AUTHOR: François Grosjean
AUTHOR: Ping Li
TITLE: The Psycholinguistics of Bilingualism
PUBLISHER: Wiley-Blackwell
YEAR: 2013

REVIEWER: Ivan Lombardi, Università Cattolica del Sacro Cuore

SUMMARY
In their introductory chapter, the authors state the goal of their book: to
provide a general introduction to the study of bilingualism from a
psycholinguistic point of view. Their intent is explicitly pedagogical and
they aim for accessibility rather than all-inclusive coverage.
Moreover, they highlight the effort to “give the various areas of the
psycholinguistics of bilingualism equal weight” (p. 1). They also present
approaches, methodologies, resources and tools recently applied to studies in
the field.

François Grosjean begins the first chapter ('Bilingualism: A Short
Introduction') with a definition of bilingualism -- and multilingualism --
that will accompany the reader throughout the whole book: “the use of two or
more languages (or dialects) in everyday life” (p. 5). He dispels some myths
about bilinguals (e.g. as natural translators and having no accent in their
languages), and discusses several criteria to describe bilingualism.
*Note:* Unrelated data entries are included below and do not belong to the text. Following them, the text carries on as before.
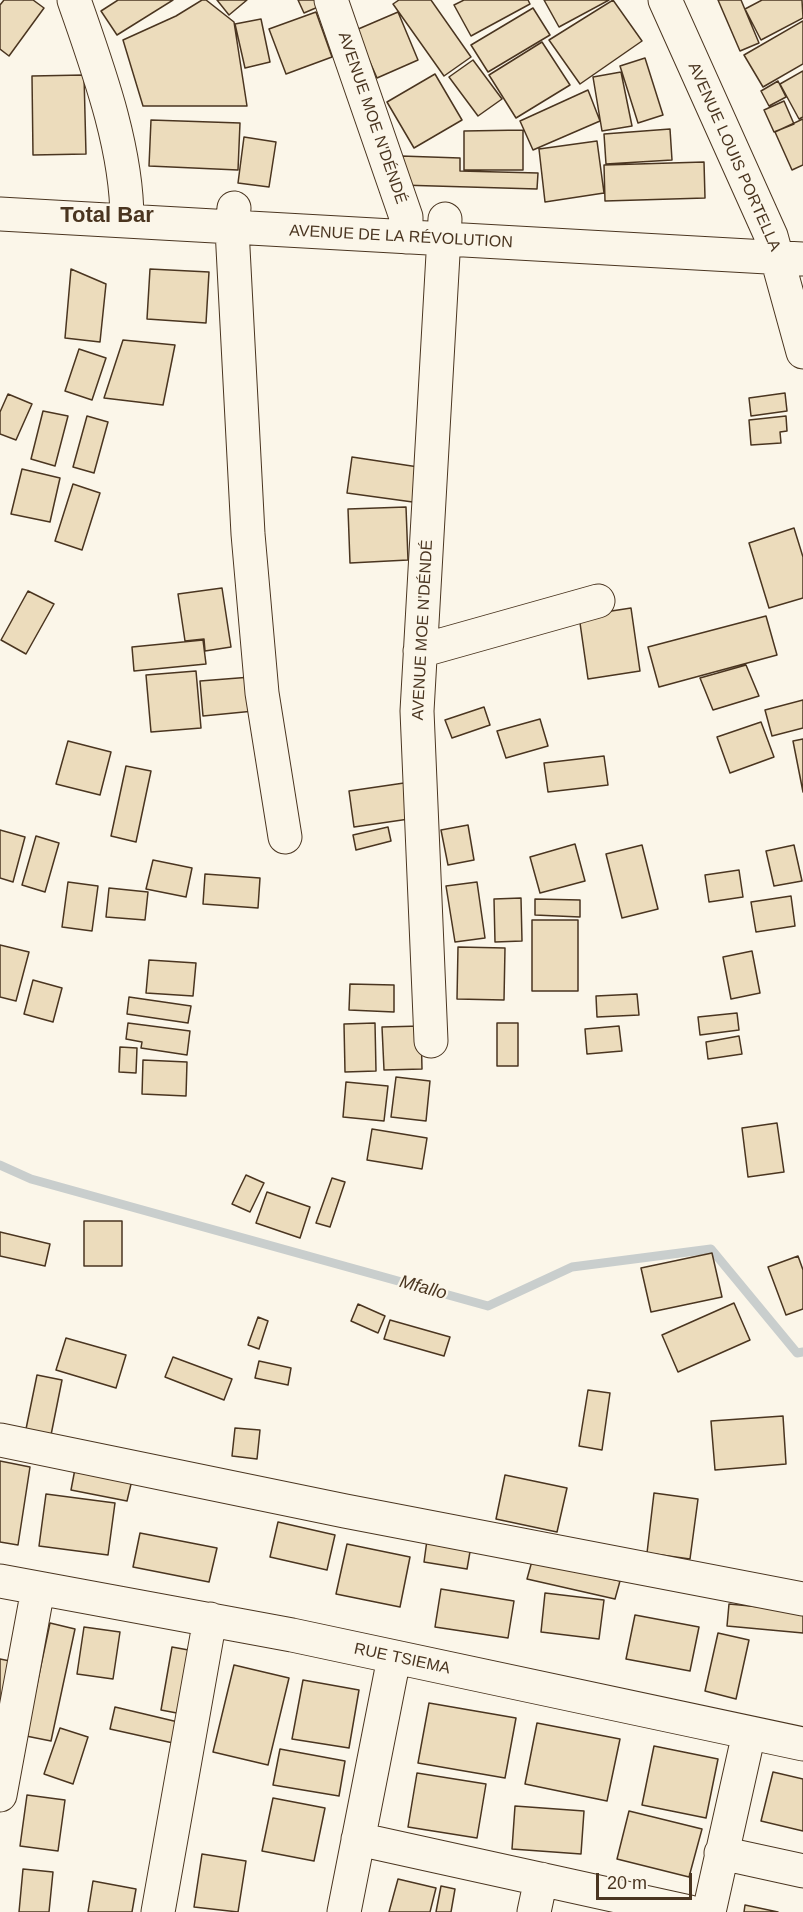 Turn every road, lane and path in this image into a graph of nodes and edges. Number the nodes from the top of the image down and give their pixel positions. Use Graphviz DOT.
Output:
graph roads {
  1 [pos="74,0"];
  2 [pos="331,0"];
  3 [pos="665,0"];
  4 [pos="0,194"];
  5 [pos="127,210"];
  6 [pos="0,214"];
  7 [pos="233,218"];
  8 [pos="406,227"];
  9 [pos="444,229"];
  10 [pos="789,248"];
  11 [pos="803,352"];
  12 [pos="598,601"];
  13 [pos="420,651"];
  14 [pos="285,837"];
  15 [pos="431,1041"];
  16 [pos="0,1440"];
  17 [pos="0,1581"];
  18 [pos="38,1589"];
  19 [pos="803,1599"];
  20 [pos="210,1619"];
  21 [pos="394,1658"];
  22 [pos="749,1733"];
  23 [pos="803,1744"];
  24 [pos="0,1795"];
  25 [pos="358,1839"];
  26 [pos="721,1853"];
  27 [pos="803,1871"];
  28 [pos="541,1879"];
  29 [pos="158,1912"];
  30 [pos="344,1912"];
  31 [pos="534,1912"];
  32 [pos="690,1912"];
  33 [pos="709,1912"];
  1 -- 5 [label="street"];
  2 -- 8 [label="street, AVENUE MOE N'DÉNDÉ"];
  3 -- 10 [label="street, AVENUE LOUIS PORTELLA"];
  4 -- 5 [label="street, AVENUE DE LA RÉVOLUTION"];
  5 -- 6 [label="street, AVENUE DE LA RÉVOLUTION"];
  5 -- 7 [label="street, AVENUE DE LA RÉVOLUTION"];
  7 -- 8 [label="street, AVENUE DE LA RÉVOLUTION"];
  7 -- 14 [label="street"];
  8 -- 9 [label="street, AVENUE DE LA RÉVOLUTION"];
  9 -- 10 [label="street, AVENUE DE LA RÉVOLUTION"];
  9 -- 13 [label="street, AVENUE MOE N'DÉNDÉ"];
  10 -- 11 [label="street, AVENUE LOUIS PORTELLA"];
  12 -- 13 [label="street"];
  13 -- 15 [label="street, AVENUE MOE N'DÉNDÉ"];
  16 -- 19 [label="street"];
  17 -- 18 [label="street, RUE TSIEMA"];
  18 -- 20 [label="street, RUE TSIEMA"];
  18 -- 24 [label="street"];
  20 -- 21 [label="street, RUE TSIEMA"];
  20 -- 29 [label="street"];
  21 -- 22 [label="street, RUE TSIEMA"];
  21 -- 25 [label="street"];
  22 -- 23 [label="street, RUE TSIEMA"];
  22 -- 26 [label="street"];
  25 -- 28 [label="street"];
  25 -- 30 [label="street"];
  26 -- 27 [label="street"];
  26 -- 33 [label="street"];
  28 -- 31 [label="street"];
  28 -- 32 [label="street"];
}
He
accounts for fluency, use, time, language history, language loss, in a dynamic
process that he labels 'the wax and wane of languages', then presents his
Complementary Principle (Grosjean 1997) and the notion of language mode. The
last two paragraphs focus on the analysis of monolingual and bilingual
interaction -- with particular emphasis on code-mixing phenomena --, and to
biculturalism, respectively.

The second chapter ('Speech Perception and Comprehension') opens Section I
(Spoken Language Processing). Here Grosjean briefly illustrates the general
process of speech recognition and the creation of a mental representation of
meaning. He then discusses a centrepiece in the study of bilingualism: the
processing of bilingual speech. Recent studies in psycholinguistics, reviewed
here, agree that language processing is nonselective most of the time. This
means that, when a bilingual hears input, it does not activate separate
processing mechanisms, but rather the bilingual's language systems
simultaneously. Caution should be exercised, though, as several factors may
influence this process, to the point that it can be even transformed into a
selective process in essence. For instance, when the input contains elements
that are not shared between the bilingual's two languages, language-specific
elements are likely to activate only the corresponding language system. He
then reviews the base-language effect and several studies on the recognition
of code-mixing in bilingual speech. He concludes by presenting Léwy and
Grosjean's “computational model of bilingual lexical access” (p. 46), BIMOLA
(adapted from Grosjean 2008).

Chapter three ('Speech Production') is the last written by Grosjean, and
closes the first section. Its central aim is to investigate whether language
production in bilinguals is language selective or nonselective. The chapter
begins with an in-depth analysis of our internal mechanisms that transform
thought into speech. It covers the topic of monolingual speech production in
bilinguals, providing experimental evidence that “both languages of a
bilingual are jointly activated even in contexts that strongly bias toward one
of them” (p. 53). As a consequence, Grosjean argues that the two languages are
activated along a continuum, i.e. they can be less or more stimulated, or have
diverse activation states, but they actively coexist in a dynamic process. The
chapter ends with an account of spoken code-switching phenomena, asking
whether they take more processing time than monolingual speech and also
whether they exhibit regularities among languages, speakers and utterances.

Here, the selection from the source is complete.